**What is required**
Determine how many lines of the listing below hold the string "Northeast". Reply only with the number.

══════

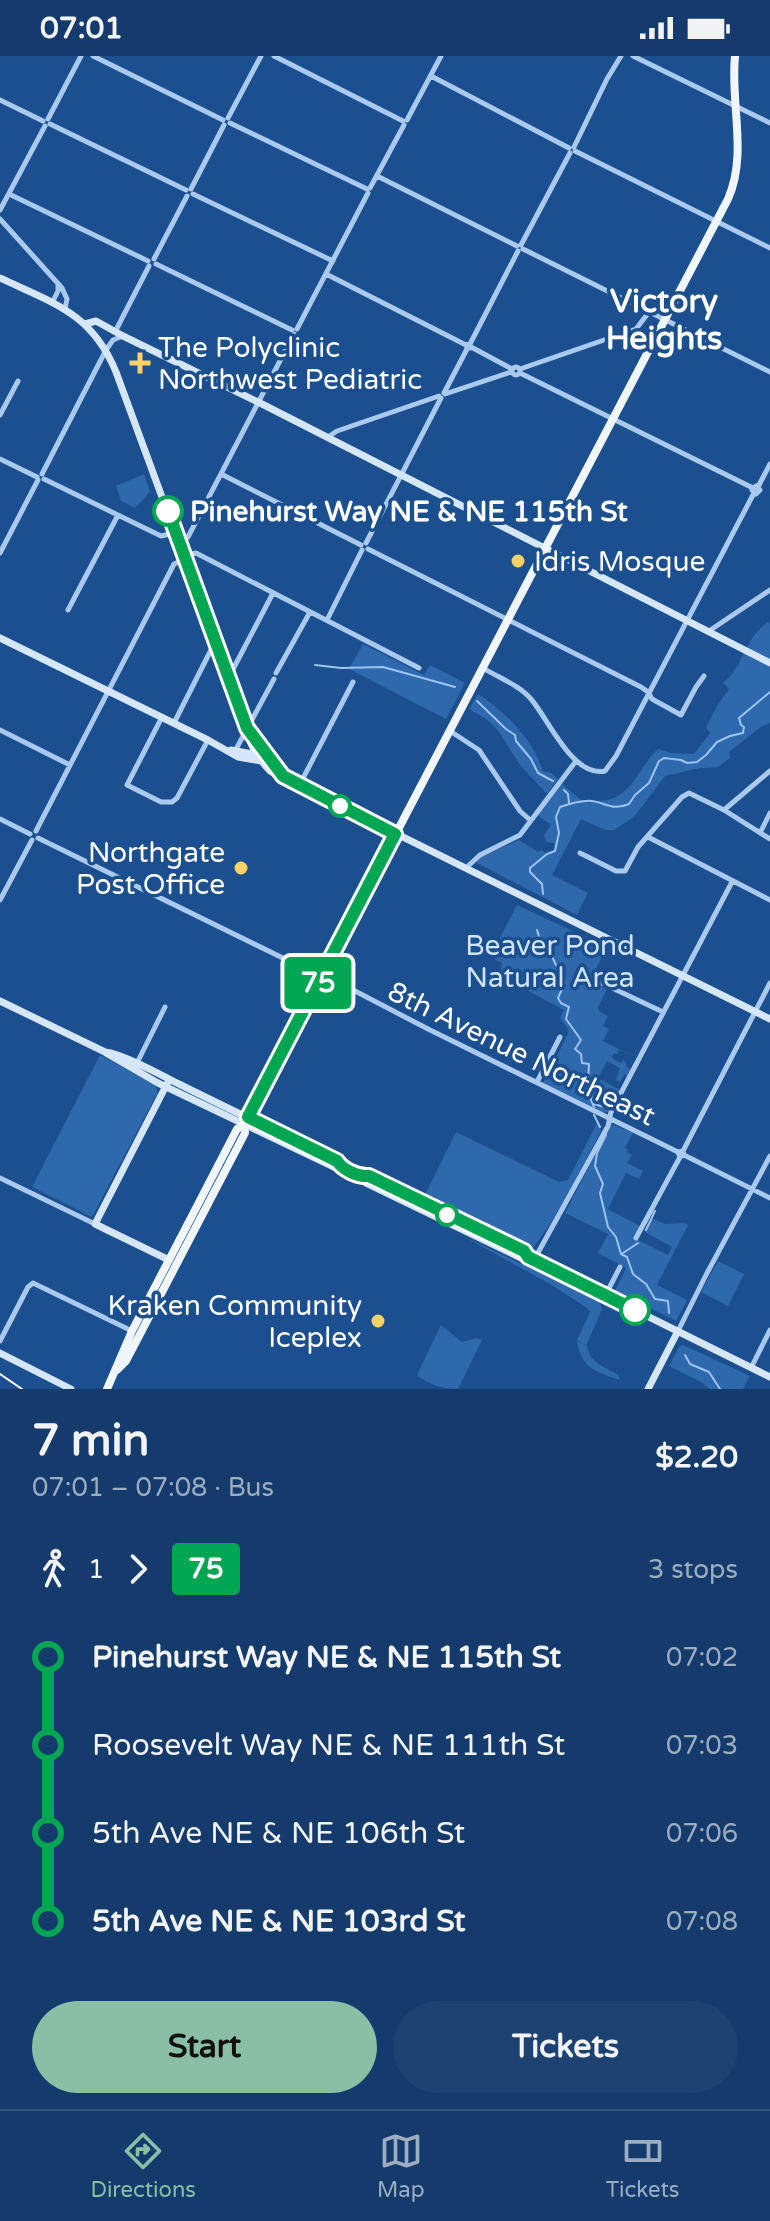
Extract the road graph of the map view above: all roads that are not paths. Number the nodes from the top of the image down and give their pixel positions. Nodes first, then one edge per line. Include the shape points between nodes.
1 (81, 56) edge
2 (93, 56) edge
3 (261, 56) edge
4 (274, 56) edge
5 (441, 56) edge
6 (621, 56) edge
7 (633, 56) edge
8 (737, 61) edge
9 (431, 76) junction
10 (0, 100) edge
11 (735, 106) junction
12 (226, 121) junction
13 (405, 122) junction
14 (46, 123) junction
15 (770, 123) edge
16 (572, 150) junction
17 (377, 176) junction
18 (368, 190) junction
19 (189, 192) junction
20 (9, 194) junction
21 (0, 210) edge
22 (0, 219) edge
23 (716, 221) junction
24 (520, 248) junction
25 (770, 248) edge
26 (333, 261) junction
27 (152, 263) junction
28 (326, 274) junction
29 (0, 278) edge
30 (58, 284) junction
31 (52, 303) junction
32 (65, 309) junction
33 (649, 312) junction
34 (664, 319) junction
35 (85, 324) junction
36 (294, 331) junction
37 (119, 333) junction
38 (468, 346) junction
39 (106, 350) junction
40 (512, 370) junction
41 (520, 371) junction
42 (770, 372) edge
43 (18, 381) dead end
44 (442, 395) junction
45 (259, 402) junction
46 (0, 415) edge
47 (613, 419) junction
48 (328, 437) junction
49 (0, 459) edge
50 (770, 464) edge
51 (221, 474) junction
52 (402, 475) junction
53 (40, 478) junction
54 (756, 490) junction
55 (770, 496) edge
56 (118, 515) junction
57 (175, 533) junction
58 (179, 543) junction
59 (364, 547) junction
60 (546, 548) junction
61 (0, 553) edge
62 (184, 557) junction
63 (770, 590) edge
64 (273, 593) junction
65 (68, 610) dead end
66 (310, 612) junction
67 (509, 619) junction
68 (327, 620) junction
69 (688, 621) junction
70 (709, 632) junction
71 (0, 638) edge
72 (215, 641) junction
73 (770, 663) edge
74 (419, 668) dead end
75 (483, 668) junction
76 (704, 676) dead end
77 (229, 677) junction
78 (353, 682) dead end
79 (109, 691) junction
80 (649, 694) junction
81 (162, 717) junction
82 (174, 723) junction
83 (247, 728) junction
84 (0, 730) edge
85 (450, 731) junction
86 (208, 740) junction
87 (224, 749) junction
88 (235, 751) junction
89 (262, 758) junction
90 (576, 761) junction
91 (70, 765) junction
92 (770, 771) edge
93 (299, 786) junction
94 (724, 810) junction
95 (770, 813) edge
96 (0, 819) edge
97 (530, 820) junction
98 (760, 833) junction
99 (395, 834) junction
100 (34, 836) junction
101 (648, 837) junction
102 (770, 839) edge
103 (580, 853) dead end
104 (465, 869) junction
105 (732, 882) junction
106 (0, 900) edge
107 (770, 900) edge
108 (321, 976) junction
109 (683, 977) junction
110 (591, 978) dead end
111 (770, 983) edge
112 (0, 1001) edge
113 (165, 1007) dead end
114 (755, 1011) junction
115 (663, 1012) junction
116 (770, 1019) edge
117 (560, 1037) dead end
118 (105, 1052) junction
119 (136, 1064) junction
120 (537, 1082) junction
121 (168, 1083) junction
122 (610, 1119) junction
123 (246, 1120) junction
124 (681, 1154) junction
125 (770, 1156) edge
126 (0, 1178) edge
127 (752, 1189) junction
128 (770, 1198) edge
129 (193, 1214) junction
130 (95, 1224) junction
131 (636, 1238) dead end
132 (187, 1243) junction
133 (531, 1258) junction
134 (169, 1260) junction
135 (620, 1267) dead end
136 (166, 1284) junction
137 (605, 1296) junction
138 (770, 1330) edge
139 (132, 1331) junction
140 (678, 1331) junction
141 (0, 1341) edge
142 (0, 1353) edge
143 (751, 1368) junction
144 (115, 1372) junction
145 (770, 1377) edge
146 (71, 1389) edge
147 (107, 1389) edge
148 (648, 1389) edge

1 - 14 street
2 - 12 street
3 - 12 street
4 - 13 street
5 - 9 street
6 - 16 street
7 - 11 street
8 - 11 main road
9 - 13 street
9 - 16 street
10 - 14 street
11 - 15 street
11 - 23 main road via 736,176
12 - 18 street
12 - 19 street
13 - 17 street
14 - 19 street
14 - 20 street
16 - 23 street
16 - 24 street
17 - 18 street
17 - 24 street
18 - 26 street
19 - 26 street
19 - 27 street
20 - 21 street
20 - 27 street
22 - 30 street
23 - 25 street
23 - 34 main road
24 - 33 street
24 - 38 street
26 - 28 street
27 - 36 street
27 - 37 street
28 - 36 street
28 - 38 street
29 - 31 main road
30 - 31 street
30 - 32 street via 67,299
31 - 32 main road
32 - 35 main road
33 - 34 street
33 - 41 street via 636,329
34 - 42 street
34 - 47 main road
35 - 37 main road via 96,321
35 - 39 main road
36 - 45 street
37 - 39 street
37 - 45 main road
38 - 40 street
38 - 44 street
39 - 53 street
39 - 57 main road
40 - 41 street
40 - 44 street
41 - 47 street
43 - 46 street
44 - 48 street
44 - 52 street
45 - 48 main road
45 - 51 street
47 - 54 street
47 - 60 main road
48 - 52 main road
49 - 53 street
50 - 54 street
51 - 58 street via 188,538
51 - 59 street
52 - 59 street
52 - 60 main road
53 - 56 street
53 - 61 street
54 - 55 street
54 - 69 street
56 - 57 street via 163,537
56 - 65 street
57 - 58 main road
58 - 62 main road
59 - 67 street
59 - 68 street
60 - 67 main road
60 - 69 main road
62 - 64 street via 196,553
62 - 72 main road
62 - 79 street via 174,564
63 - 70 street
64 - 66 street
64 - 77 street
66 - 68 street
66 - 83 street
67 - 75 main road
67 - 80 street
68 - 74 street
69 - 70 main road
69 - 80 street
70 - 73 main road
71 - 79 main road
72 - 77 main road
72 - 82 street
75 - 85 main road
75 - 90 street via 530,698
76 - 80 street via 681,715
77 - 83 main road
78 - 93 street
79 - 81 main road
79 - 91 street
80 - 90 street via 605,771
81 - 82 main road
81 - 86 street via 127,785 161,802 176,800
82 - 86 main road
83 - 88 street
83 - 89 main road
83 - 89 main road
84 - 91 street
85 - 97 street via 479,750
85 - 99 main road
86 - 87 main road
87 - 88 main road
87 - 89 main road via 242,759
88 - 89 main road
89 - 93 main road
90 - 97 street
91 - 100 street
92 - 94 street
93 - 99 main road
94 - 98 street
94 - 101 street via 689,793
95 - 98 street
96 - 100 street, 8th Avenue Northeast
97 - 104 street via 516,838 480,855
98 - 102 street
99 - 104 main road
99 - 108 main road
100 - 106 street
100 - 108 street, 8th Avenue Northeast
101 - 103 street via 625,871
101 - 105 street
104 - 109 main road
105 - 107 street
105 - 109 street
108 - 120 street, 8th Avenue Northeast
108 - 123 main road
109 - 114 main road
109 - 115 street
110 - 115 street
111 - 114 street
112 - 118 main road
113 - 119 street
114 - 116 main road
114 - 124 street
115 - 122 street
117 - 120 street
118 - 119 main road
118 - 121 main road
119 - 121 main road
120 - 122 street, 8th Avenue Northeast
121 - 123 main road
121 - 130 main road
122 - 124 street, 8th Avenue Northeast
122 - 133 street
123 - 129 main road
123 - 132 main road via 245,1133
123 - 133 main road
124 - 127 street, 8th Avenue Northeast
124 - 131 street
125 - 127 street
126 - 130 street
127 - 128 street, 8th Avenue Northeast
127 - 140 street
129 - 132 main road
129 - 134 main road
130 - 134 main road
132 - 136 main road
133 - 137 main road
134 - 136 main road
134 - 139 main road
135 - 137 street
136 - 144 main road via 126,1361
137 - 140 main road
138 - 143 street
139 - 141 street via 31,1284
139 - 144 main road
140 - 143 main road
140 - 148 main road
142 - 146 main road
143 - 145 main road
144 - 147 main road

══════

**Solution to the exercise**
7